The kinetic calculations are based on thermodynamic calculations, introducing a diffusion kinetic model with time as a variable and an atomic mobility database, and obtaining the relationship between the thermodynamic state of the material with time through a large number of iterative operations.

Applications in various fields of material thermodynamics

In any system, the thermodynamic, kinetic, and material structure aspects are closely related. The microstructure and thermodynamic properties of metallic materials influence the evolution of generated phases and microstructures during solidification and heat treatment. For example, for Al-Cu system alloys, solute atoms are supersaturated and precipitated during solid solution, causing spherically symmetric distortion; during age-hardening, G.P. Zone is formed first, followed by aggregation and ordering of solute atoms on low index crystallographic planes, eventually generating a non-co-grained theta (Al2Cu) equilibrium phase. When the size of the phase generated during solidification or homogenization is larger than 0.5 μm, dislocation plugging occurs at the interface when loaded and becomes a source of cracks; when the size is between 0.005 and 0.05 μm and has a fine diffuse distribution, it can hinder recrystallization and grain growth. Of course, thermal and kinetic theories have now penetrated into all fields of materials and become an effective theoretical guide and necessary analytical tool.

(1) Traditional steel industry

The General Research Institute of Iron and Steel, as the largest professional steel material research and development institution in China, was one of the first to introduce thermodynamic calculation methods and software and has achieved fruitful research results in nickel-saving stainless steel design, V-N microalloying technology, and 9 Ni low-temperature steel for LNG [4].

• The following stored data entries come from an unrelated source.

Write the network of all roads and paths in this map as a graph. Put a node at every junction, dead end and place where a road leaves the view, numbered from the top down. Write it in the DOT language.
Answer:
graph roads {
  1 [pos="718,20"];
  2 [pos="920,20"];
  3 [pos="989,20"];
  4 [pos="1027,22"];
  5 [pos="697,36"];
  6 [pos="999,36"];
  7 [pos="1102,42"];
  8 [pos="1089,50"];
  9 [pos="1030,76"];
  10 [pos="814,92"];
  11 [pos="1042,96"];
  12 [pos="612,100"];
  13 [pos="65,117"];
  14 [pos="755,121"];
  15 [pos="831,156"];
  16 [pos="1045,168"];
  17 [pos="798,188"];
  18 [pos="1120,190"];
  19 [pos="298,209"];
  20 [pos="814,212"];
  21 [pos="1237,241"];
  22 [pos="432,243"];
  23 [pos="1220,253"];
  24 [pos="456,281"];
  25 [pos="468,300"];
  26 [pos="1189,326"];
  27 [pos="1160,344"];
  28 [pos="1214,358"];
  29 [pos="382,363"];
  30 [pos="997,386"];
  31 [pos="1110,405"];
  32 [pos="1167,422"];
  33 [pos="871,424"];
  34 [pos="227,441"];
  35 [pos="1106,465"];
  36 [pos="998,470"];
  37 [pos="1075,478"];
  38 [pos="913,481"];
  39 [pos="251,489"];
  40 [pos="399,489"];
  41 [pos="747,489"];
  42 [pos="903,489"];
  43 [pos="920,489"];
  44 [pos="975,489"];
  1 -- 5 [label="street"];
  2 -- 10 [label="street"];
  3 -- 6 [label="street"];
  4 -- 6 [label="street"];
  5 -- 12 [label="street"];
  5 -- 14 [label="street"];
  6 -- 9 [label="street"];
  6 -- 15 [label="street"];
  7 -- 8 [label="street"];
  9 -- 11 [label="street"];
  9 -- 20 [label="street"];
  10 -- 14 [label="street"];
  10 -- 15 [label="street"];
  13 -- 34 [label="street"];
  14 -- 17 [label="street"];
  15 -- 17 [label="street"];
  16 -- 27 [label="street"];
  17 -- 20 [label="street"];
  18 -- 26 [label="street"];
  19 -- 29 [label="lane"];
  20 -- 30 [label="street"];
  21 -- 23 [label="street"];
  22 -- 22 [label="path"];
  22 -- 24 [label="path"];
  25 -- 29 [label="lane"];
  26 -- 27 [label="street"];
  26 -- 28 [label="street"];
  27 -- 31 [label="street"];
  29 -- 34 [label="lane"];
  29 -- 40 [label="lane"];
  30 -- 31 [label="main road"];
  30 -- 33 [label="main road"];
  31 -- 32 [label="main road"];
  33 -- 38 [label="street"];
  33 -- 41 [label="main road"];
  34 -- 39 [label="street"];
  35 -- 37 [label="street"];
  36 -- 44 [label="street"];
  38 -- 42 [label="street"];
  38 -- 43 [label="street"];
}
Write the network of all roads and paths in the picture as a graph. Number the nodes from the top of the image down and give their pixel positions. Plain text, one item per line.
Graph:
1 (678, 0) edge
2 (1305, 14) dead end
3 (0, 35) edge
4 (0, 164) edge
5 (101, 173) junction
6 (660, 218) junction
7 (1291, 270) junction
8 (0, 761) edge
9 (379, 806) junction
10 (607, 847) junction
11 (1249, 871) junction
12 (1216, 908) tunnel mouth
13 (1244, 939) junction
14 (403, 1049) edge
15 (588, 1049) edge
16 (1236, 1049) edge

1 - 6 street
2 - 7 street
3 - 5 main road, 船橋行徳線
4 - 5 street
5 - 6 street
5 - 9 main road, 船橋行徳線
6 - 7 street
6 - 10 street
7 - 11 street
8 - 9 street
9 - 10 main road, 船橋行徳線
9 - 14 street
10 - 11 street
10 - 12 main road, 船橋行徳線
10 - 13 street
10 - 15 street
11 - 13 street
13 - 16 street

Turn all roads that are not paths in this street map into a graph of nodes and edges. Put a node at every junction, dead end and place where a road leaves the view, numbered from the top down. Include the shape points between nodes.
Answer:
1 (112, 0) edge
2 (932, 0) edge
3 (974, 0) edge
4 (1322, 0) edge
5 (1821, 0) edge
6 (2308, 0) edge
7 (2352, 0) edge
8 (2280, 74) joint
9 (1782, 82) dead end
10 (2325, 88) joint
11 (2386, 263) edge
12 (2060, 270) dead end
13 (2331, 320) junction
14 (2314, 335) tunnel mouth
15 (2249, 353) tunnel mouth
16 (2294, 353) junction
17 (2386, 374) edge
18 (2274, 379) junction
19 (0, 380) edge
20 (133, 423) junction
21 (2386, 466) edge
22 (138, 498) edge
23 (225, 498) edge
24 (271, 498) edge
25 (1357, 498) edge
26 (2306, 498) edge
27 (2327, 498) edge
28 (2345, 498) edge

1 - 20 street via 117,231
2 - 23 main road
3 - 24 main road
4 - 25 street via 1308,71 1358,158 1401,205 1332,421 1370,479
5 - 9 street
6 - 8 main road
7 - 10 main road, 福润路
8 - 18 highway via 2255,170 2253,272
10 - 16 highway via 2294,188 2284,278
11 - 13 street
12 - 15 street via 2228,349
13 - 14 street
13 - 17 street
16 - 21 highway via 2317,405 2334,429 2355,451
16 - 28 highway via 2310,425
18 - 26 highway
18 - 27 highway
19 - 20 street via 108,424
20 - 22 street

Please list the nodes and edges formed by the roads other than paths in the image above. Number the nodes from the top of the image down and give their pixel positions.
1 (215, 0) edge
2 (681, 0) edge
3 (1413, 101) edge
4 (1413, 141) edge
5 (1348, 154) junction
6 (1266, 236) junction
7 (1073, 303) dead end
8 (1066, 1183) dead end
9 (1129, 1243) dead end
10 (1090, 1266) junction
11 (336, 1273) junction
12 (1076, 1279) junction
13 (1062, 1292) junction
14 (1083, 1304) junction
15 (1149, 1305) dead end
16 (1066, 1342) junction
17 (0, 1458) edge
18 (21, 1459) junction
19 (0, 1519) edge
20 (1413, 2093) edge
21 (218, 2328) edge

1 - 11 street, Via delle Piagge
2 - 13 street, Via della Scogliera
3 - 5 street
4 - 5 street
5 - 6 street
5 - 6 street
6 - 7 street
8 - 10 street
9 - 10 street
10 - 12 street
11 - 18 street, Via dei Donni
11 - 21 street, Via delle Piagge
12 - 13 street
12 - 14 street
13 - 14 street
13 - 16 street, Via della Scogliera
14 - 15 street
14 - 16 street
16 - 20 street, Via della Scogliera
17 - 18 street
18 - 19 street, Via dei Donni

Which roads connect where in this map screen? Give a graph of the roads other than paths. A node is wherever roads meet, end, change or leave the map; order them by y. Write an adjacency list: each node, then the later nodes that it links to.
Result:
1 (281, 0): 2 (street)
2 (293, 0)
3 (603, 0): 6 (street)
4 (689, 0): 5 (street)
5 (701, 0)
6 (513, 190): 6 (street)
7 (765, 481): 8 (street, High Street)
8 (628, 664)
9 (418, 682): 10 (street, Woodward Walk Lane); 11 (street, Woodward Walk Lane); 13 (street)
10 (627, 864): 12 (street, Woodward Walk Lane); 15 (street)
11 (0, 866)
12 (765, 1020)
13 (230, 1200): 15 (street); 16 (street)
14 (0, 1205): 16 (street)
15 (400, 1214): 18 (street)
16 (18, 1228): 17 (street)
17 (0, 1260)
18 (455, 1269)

(2) Metal matrix composites

Fan Tongxiang, Li Jianguo, Sun Zuqing, and others have done a lot of research on the control of the reaction between the reinforcing phase and the matrix interface, the selection of the reaction autogenous reinforcing phase type, the design of the composite system and the preparation process using thermodynamic and kinetic models [5]. And an example of the application is that the calculations of thermodynamic of materials help a lot in developing the Sinter HIP process for tungsten carbide production.

(3) Nanomaterials

In 2000, Chamberlin of Arizona State University, USA, used the term Nanothermodynamics in the study of the critical behavior of ferromagnets, Giebultowica, Hill et al. demonstrated the great role of nanothermodynamics in dealing with the growth and physicochemical properties of nanosystems, Dalian Institute of Chemical The team of Zhicheng Tan at the Institute of Physics of the Chinese Academy of Sciences has also done a lot of research on the low-temperature thermal capacity of nanomaterials [6].

(4) Shape memory alloys

Lidija GOMIDZELOVIC et al. used the Muggianu model and combined it with experiments to calculate the phase diagram of the shape memory alloy Cu-Al-Zn at 293 K using Thermo-Calc software and to explore the tissue properties [7].

In addition, there are applications related to thermodynamic computer simulations in Mg-based hydrogen storage materials, graphene interfaces, and their adsorption properties.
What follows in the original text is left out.